Global Beat: Altin Gün

Ryan Reed on April 19, 2021
Global Beat: Altin Gün

After COVID-19 brought their psych-rock coronation to a halt, the festival scene’s favorite Turkish-folk reconstructionists have unlocked a whole new digital world.

In some alternate universe, Altin Gün were 2020’s psych-rock royalty.

During the months building up to the pandemic, the Amsterdam sextet opened a North American tour for Tame Impala, landed a Best World Music Album Grammy nomination for 2019’s Gece and booked major festival gigs for Coachella and Bonnaroo—perfectly syncing with their plan to record a new LP live in the studio.

The disappointments from that halted momentum are so obvious that they hardly need to be detailed. But there were also benefits to their slashed itinerary, including the chance to rebuild their music at a molecular level. For their third record, Yol, the band continued their M.O. of reinventing Turkish folk songs. But they also leaned further into electronic and sample-based sounds—a logical route, given their unplanned pivot into file-swapping.

“Coachella was meant to happen in April, and we were already looking at a studio—planning to [record] around and in between those weekends somewhere in California,” says drummer Daniel Smienk. “We were like, ‘Fuck, it has to be good! This is the only time we have this year to make this album.’ [We were booked] until the end of the year. Then March happened, and all that pressure was gone. All the songs that actually made the album probably wouldn’t have happened if we’d made it there.”

Altin Gün were already well-versed in the process of digital collaboration, having used the Internet to demo Gece—that is, before bringing the material to life in their rehearsal space, blending vintage psych and funk tones with traditional Turkish melodies and instruments (including the saz, an amplified, three-string lute). Smienk admits that he was initially a bit uneasy about letting go of that second, pivotal step and even questioned if their songs could survive without the raw musicianship that informs their band’s identity.

“I was a bit scared of how the album would turn out because people expect us to be this live band,” he says. “It was like tiptoeing, touching the bottom of the ocean: ‘Is this live?’”
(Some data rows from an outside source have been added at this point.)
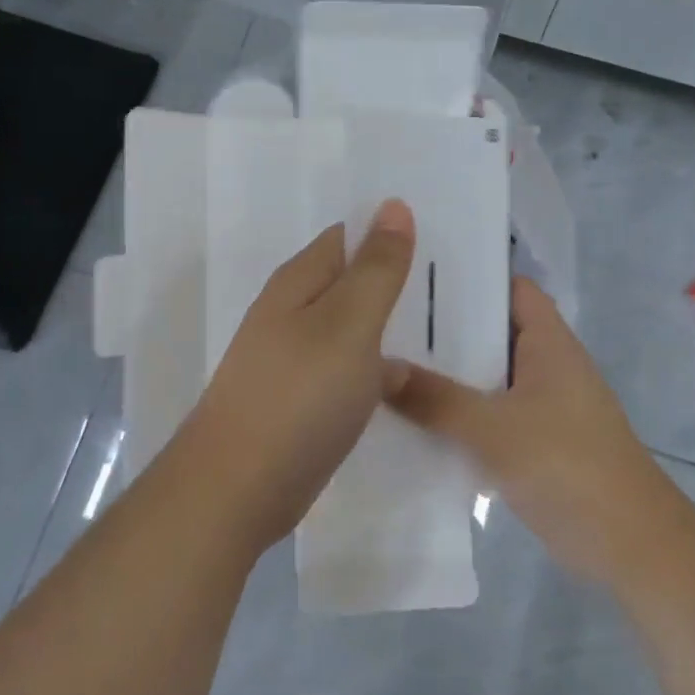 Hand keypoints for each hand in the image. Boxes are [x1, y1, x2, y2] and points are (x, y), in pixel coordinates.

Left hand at [173, 199, 416, 554]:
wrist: (238, 489)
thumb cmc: (299, 396)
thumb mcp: (348, 323)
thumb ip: (376, 268)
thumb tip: (393, 205)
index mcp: (300, 282)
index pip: (348, 237)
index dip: (390, 232)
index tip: (442, 239)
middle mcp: (293, 314)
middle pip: (352, 282)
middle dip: (396, 281)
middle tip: (456, 284)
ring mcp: (296, 360)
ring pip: (354, 329)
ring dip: (391, 327)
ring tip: (449, 328)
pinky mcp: (304, 402)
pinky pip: (350, 371)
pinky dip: (379, 369)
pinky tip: (414, 380)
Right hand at [387, 276, 677, 585]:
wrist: (628, 544)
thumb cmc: (567, 465)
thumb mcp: (493, 429)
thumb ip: (436, 399)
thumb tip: (377, 367)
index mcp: (549, 343)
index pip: (510, 288)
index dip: (471, 277)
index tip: (418, 276)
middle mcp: (547, 365)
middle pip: (492, 332)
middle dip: (445, 329)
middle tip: (387, 322)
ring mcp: (543, 405)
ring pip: (487, 377)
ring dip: (448, 375)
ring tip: (388, 365)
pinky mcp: (536, 442)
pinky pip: (489, 414)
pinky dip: (460, 414)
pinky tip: (414, 420) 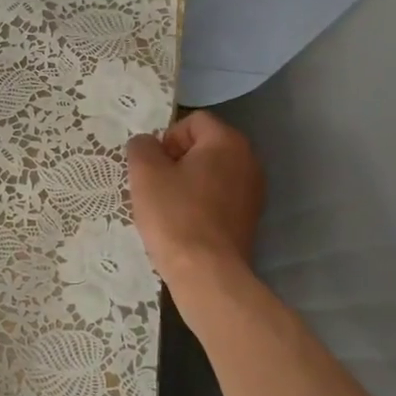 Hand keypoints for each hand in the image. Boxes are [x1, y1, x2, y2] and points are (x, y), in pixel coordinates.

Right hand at [126, 110, 264, 286]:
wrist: (207, 274)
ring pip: (211, 173)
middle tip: (156, 186)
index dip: (167, 138)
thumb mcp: (145, 173)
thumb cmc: (175, 215)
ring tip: (168, 207)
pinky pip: (220, 197)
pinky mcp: (250, 219)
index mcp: (227, 142)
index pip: (192, 121)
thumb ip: (142, 147)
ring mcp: (253, 191)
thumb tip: (147, 145)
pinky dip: (201, 203)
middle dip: (177, 160)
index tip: (154, 167)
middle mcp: (248, 160)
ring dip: (187, 182)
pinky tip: (184, 224)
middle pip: (204, 146) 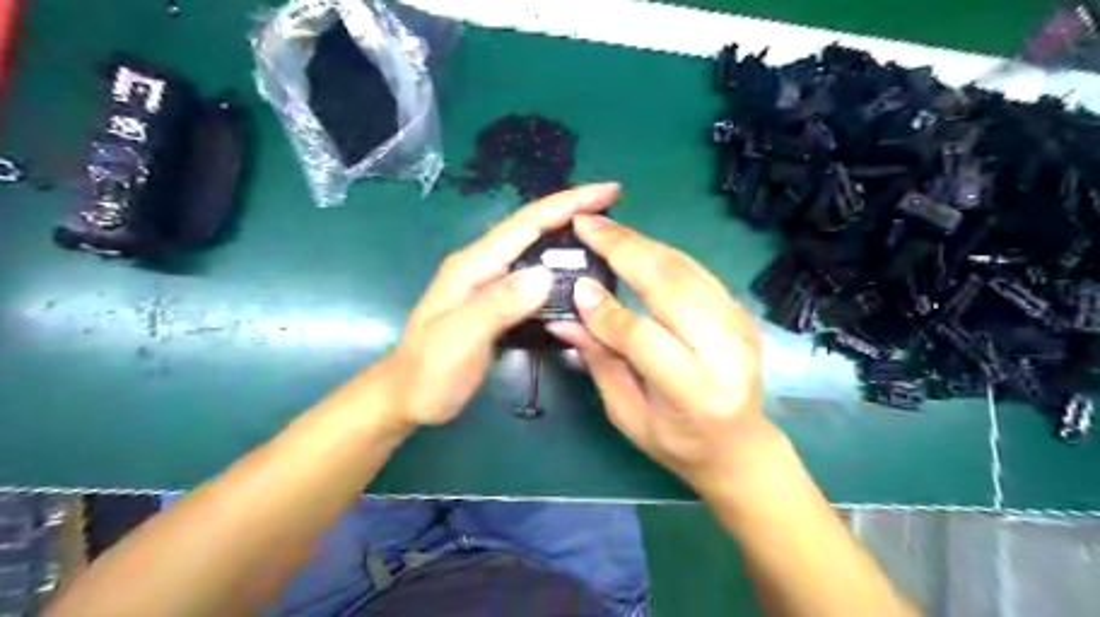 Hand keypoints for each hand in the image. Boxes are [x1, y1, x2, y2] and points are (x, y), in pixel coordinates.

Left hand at [379, 183, 617, 427]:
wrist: (405, 396)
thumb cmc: (427, 372)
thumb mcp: (458, 339)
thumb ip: (497, 305)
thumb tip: (544, 274)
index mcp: (474, 265)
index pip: (526, 223)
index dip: (567, 203)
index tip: (608, 192)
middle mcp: (483, 266)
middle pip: (533, 229)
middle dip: (573, 213)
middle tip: (616, 211)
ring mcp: (489, 284)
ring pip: (535, 251)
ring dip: (568, 238)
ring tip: (605, 237)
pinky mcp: (497, 303)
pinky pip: (533, 277)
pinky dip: (558, 269)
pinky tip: (577, 276)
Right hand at [548, 213, 772, 494]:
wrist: (740, 446)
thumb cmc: (678, 443)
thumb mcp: (628, 414)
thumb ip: (600, 362)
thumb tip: (565, 319)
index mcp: (697, 393)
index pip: (645, 338)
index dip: (607, 312)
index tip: (576, 287)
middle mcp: (726, 353)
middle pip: (672, 287)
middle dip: (625, 250)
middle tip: (588, 226)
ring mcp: (740, 328)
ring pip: (686, 270)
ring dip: (643, 244)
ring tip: (605, 227)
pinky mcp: (741, 313)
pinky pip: (698, 272)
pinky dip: (663, 254)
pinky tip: (637, 244) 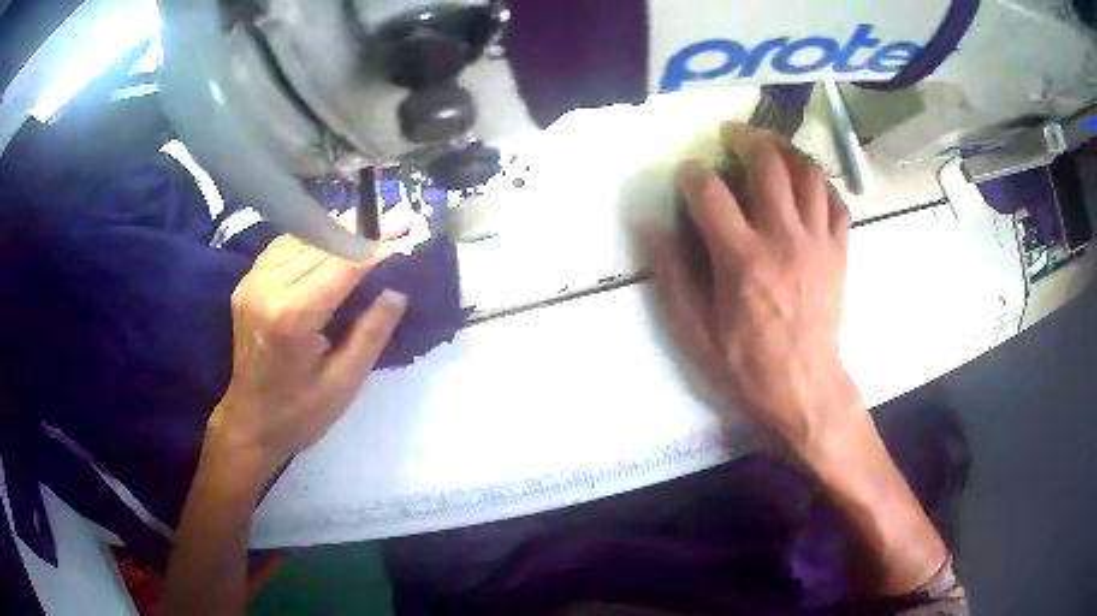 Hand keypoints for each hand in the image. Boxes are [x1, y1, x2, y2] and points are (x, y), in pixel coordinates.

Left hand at [206, 235, 407, 478]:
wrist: (250, 422)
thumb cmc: (299, 413)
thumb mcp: (344, 382)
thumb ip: (371, 332)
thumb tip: (397, 290)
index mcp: (291, 316)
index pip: (341, 265)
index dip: (376, 246)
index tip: (407, 230)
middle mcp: (267, 288)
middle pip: (321, 243)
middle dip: (362, 229)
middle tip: (399, 217)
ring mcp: (252, 282)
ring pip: (302, 238)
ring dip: (338, 229)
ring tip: (372, 223)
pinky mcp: (247, 283)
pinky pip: (283, 247)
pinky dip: (311, 238)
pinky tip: (332, 239)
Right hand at [648, 123, 862, 459]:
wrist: (805, 388)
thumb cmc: (747, 365)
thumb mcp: (696, 332)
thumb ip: (672, 276)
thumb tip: (651, 227)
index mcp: (742, 259)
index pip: (711, 192)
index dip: (692, 174)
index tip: (687, 174)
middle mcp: (783, 238)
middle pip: (767, 164)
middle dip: (744, 138)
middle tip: (730, 133)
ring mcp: (818, 241)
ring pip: (808, 172)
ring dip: (785, 149)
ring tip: (769, 145)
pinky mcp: (840, 251)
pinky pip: (836, 201)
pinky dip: (820, 182)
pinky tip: (806, 182) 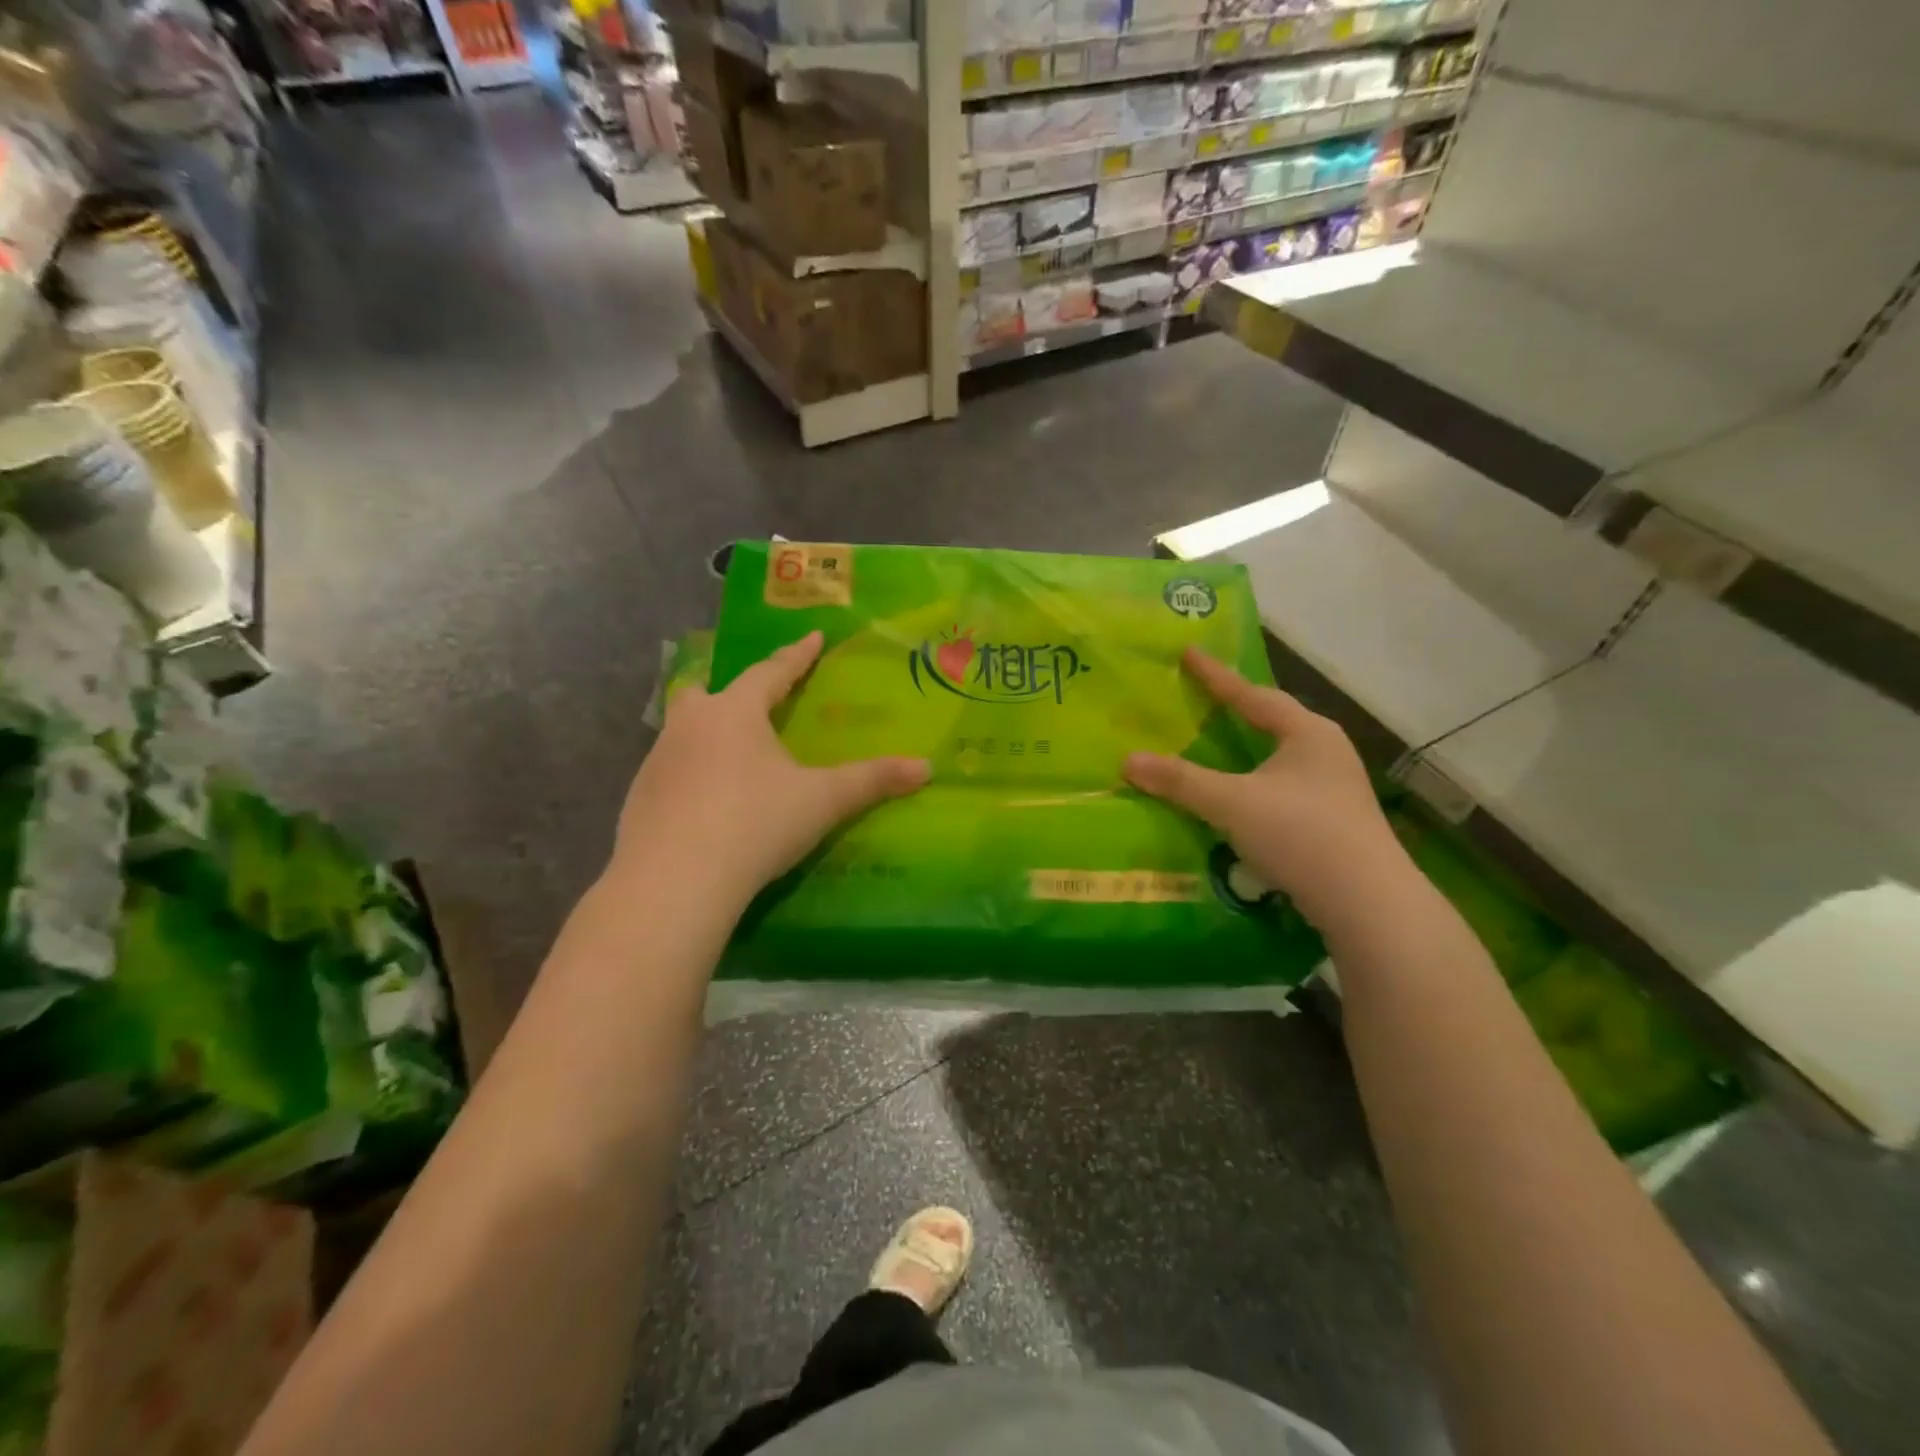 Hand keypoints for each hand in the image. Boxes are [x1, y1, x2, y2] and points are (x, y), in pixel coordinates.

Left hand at [613, 631, 929, 902]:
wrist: (674, 881)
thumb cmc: (755, 823)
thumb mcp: (822, 801)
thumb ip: (872, 781)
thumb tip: (926, 768)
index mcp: (734, 713)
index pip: (771, 673)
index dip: (796, 657)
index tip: (812, 637)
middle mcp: (690, 726)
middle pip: (705, 692)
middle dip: (729, 689)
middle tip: (748, 698)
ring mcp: (657, 762)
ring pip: (682, 731)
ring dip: (706, 732)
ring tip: (729, 752)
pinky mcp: (638, 800)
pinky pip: (668, 772)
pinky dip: (689, 775)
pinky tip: (704, 801)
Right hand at [1124, 647, 1413, 932]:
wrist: (1369, 904)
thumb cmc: (1302, 833)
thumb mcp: (1232, 802)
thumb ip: (1180, 781)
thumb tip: (1128, 761)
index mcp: (1308, 733)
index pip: (1253, 695)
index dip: (1217, 676)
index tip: (1189, 652)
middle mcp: (1326, 753)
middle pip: (1273, 722)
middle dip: (1238, 711)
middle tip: (1202, 700)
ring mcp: (1334, 790)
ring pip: (1279, 759)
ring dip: (1247, 753)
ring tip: (1216, 749)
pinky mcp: (1333, 823)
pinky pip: (1282, 790)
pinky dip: (1254, 787)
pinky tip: (1238, 801) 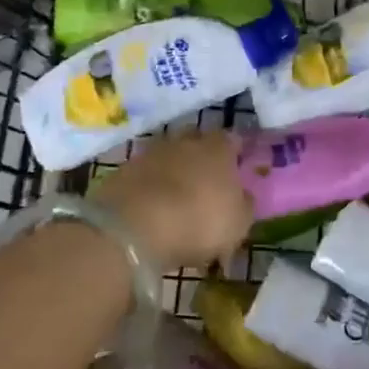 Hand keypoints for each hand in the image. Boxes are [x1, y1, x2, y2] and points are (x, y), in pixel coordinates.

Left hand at [94, 130, 252, 271]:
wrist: (134, 228)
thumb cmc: (199, 221)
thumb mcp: (238, 223)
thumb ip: (244, 205)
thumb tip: (244, 196)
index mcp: (218, 147)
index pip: (232, 140)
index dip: (235, 155)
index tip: (237, 172)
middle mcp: (185, 141)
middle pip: (198, 143)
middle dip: (202, 159)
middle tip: (207, 185)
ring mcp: (151, 152)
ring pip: (170, 158)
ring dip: (174, 174)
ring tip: (177, 201)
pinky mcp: (123, 170)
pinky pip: (145, 176)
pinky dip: (151, 188)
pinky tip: (152, 209) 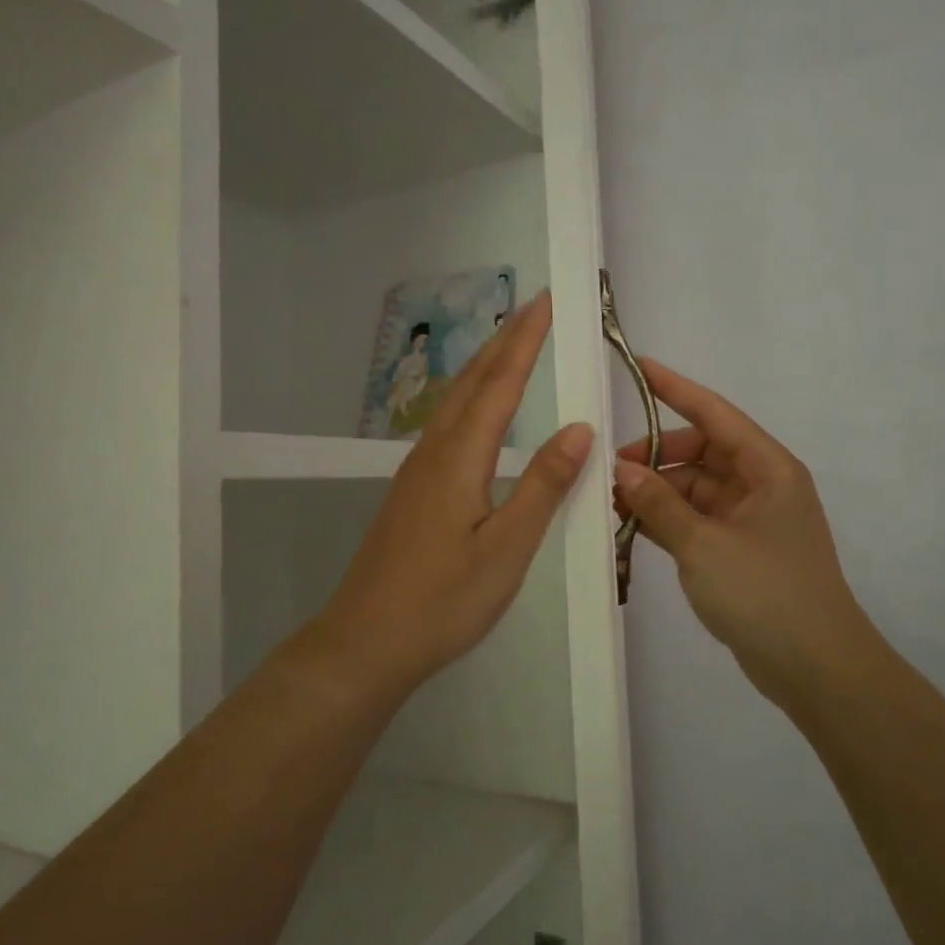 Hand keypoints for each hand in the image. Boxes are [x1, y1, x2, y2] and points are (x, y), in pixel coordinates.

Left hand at [294, 291, 592, 702]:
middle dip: (504, 342)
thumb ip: (543, 485)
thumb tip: (579, 428)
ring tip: (509, 344)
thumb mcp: (506, 548)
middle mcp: (433, 453)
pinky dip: (468, 399)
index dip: (525, 342)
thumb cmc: (443, 601)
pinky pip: (445, 426)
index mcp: (459, 459)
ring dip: (484, 367)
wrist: (365, 642)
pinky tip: (474, 412)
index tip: (544, 302)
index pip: (499, 385)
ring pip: (454, 402)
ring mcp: (415, 472)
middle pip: (471, 383)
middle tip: (532, 307)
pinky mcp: (410, 492)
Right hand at [613, 360, 877, 710]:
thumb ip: (659, 504)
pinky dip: (665, 519)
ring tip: (609, 500)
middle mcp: (761, 485)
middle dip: (654, 456)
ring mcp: (749, 519)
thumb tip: (621, 469)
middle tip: (608, 470)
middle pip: (700, 452)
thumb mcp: (704, 545)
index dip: (674, 388)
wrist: (816, 669)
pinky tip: (629, 524)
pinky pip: (695, 519)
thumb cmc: (766, 593)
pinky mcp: (738, 550)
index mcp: (767, 468)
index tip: (638, 367)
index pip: (714, 413)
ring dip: (656, 491)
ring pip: (693, 488)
Instead of playing together in a room, Altin Gün were locked into the confines of their computer software. The drummer says that the experience of watching samples and programming replace his human touch was initially a bit frustrating. But he eventually found creative workarounds, opening doors he wouldn’t have bothered to unlock in the pre-pandemic era.

“[For me], the drums give the feel to the song,” Smienk says. “So in a way, I had some difficulties with it because you’re basically just replaced by a drum computer. [Laughs.] There are some parts that are a bit jammier, but it’s mostly on the grid. But on the other hand, it’s also quite exciting— the possibilities that happen to you. You can make weird sounds and use sounds you’ve never used before.”

As usual, bassist/founder Jasper Verhulst spearheaded and “organized” the basic song structures—this time, intentionally shaping a tracklist that made most sense with their largely jam-free format.

“When we were forced to do it like this, we didn’t really have the songs ready,” Smienk says. “We had some ideas that were 100-percent done, but the songs weren’t decided yet—so when the time came that we had to do it remotely, that obviously made a difference in the songs we picked and how we interpreted them.”

Once they had frameworks in place, Smienk and percussionist Gino Groeneveld blurred the line between electronic and organic through a unique rhythmic “exchange.”

“A few times, I got the demo tracks and started with a Logic drummer or 808 groove,” Smienk says. “Then I went to the studio on my own to explore the song a bit and see what my live interpretation would bring back—and then I could put into the electronic thing again. It’s quite easy to just pick a loop or a standard drum groove from a computer, but it was nice to see how that opened new ideas and how you can put that back into the electronic thing again. It does create another spectrum.”

A few moments on the album break from the computerized process: The vintage psych-funk workout “Hey Nari” and shadowy “Sevda Olmasaydi” were recorded together in the studio during the summer, when pandemic restrictions had lightened a bit. But as a testament to the band’s fluid playing, even the most overtly computerized cuts—the post-disco pulse of “Yüce Dağ Başında,” the ‘80s-leaning electro-pop sugar rush of “Esmerim Güzelim”—feel like natural extensions of their original style.

It’s a seamless balance of old and new, with Belgian electronic act Asa Moto adding a final polish to the mix—a change after the analog tape sound of Gece. “Earlier, we had the idea to make an electronic EP or something,” Smienk says. “Our sound guy used one of [Asa Moto’s] tracks to check our live sound and adjust the EQ for front-of-house. Since the album was becoming so different, we wanted to try a different perspective on it. We wanted a different set of ears.”

It may have been an awkward change at first, but the members of Altin Gün are now savoring their new vantage point. “It’s good to have this amount of time to focus,” Smienk says, noting that they’re already swapping ideas for the next LP. Hopefully, that one arrives during a less horrifying time—but as they proved with Yol, Altin Gün aren’t afraid to experiment in search of a savory groove.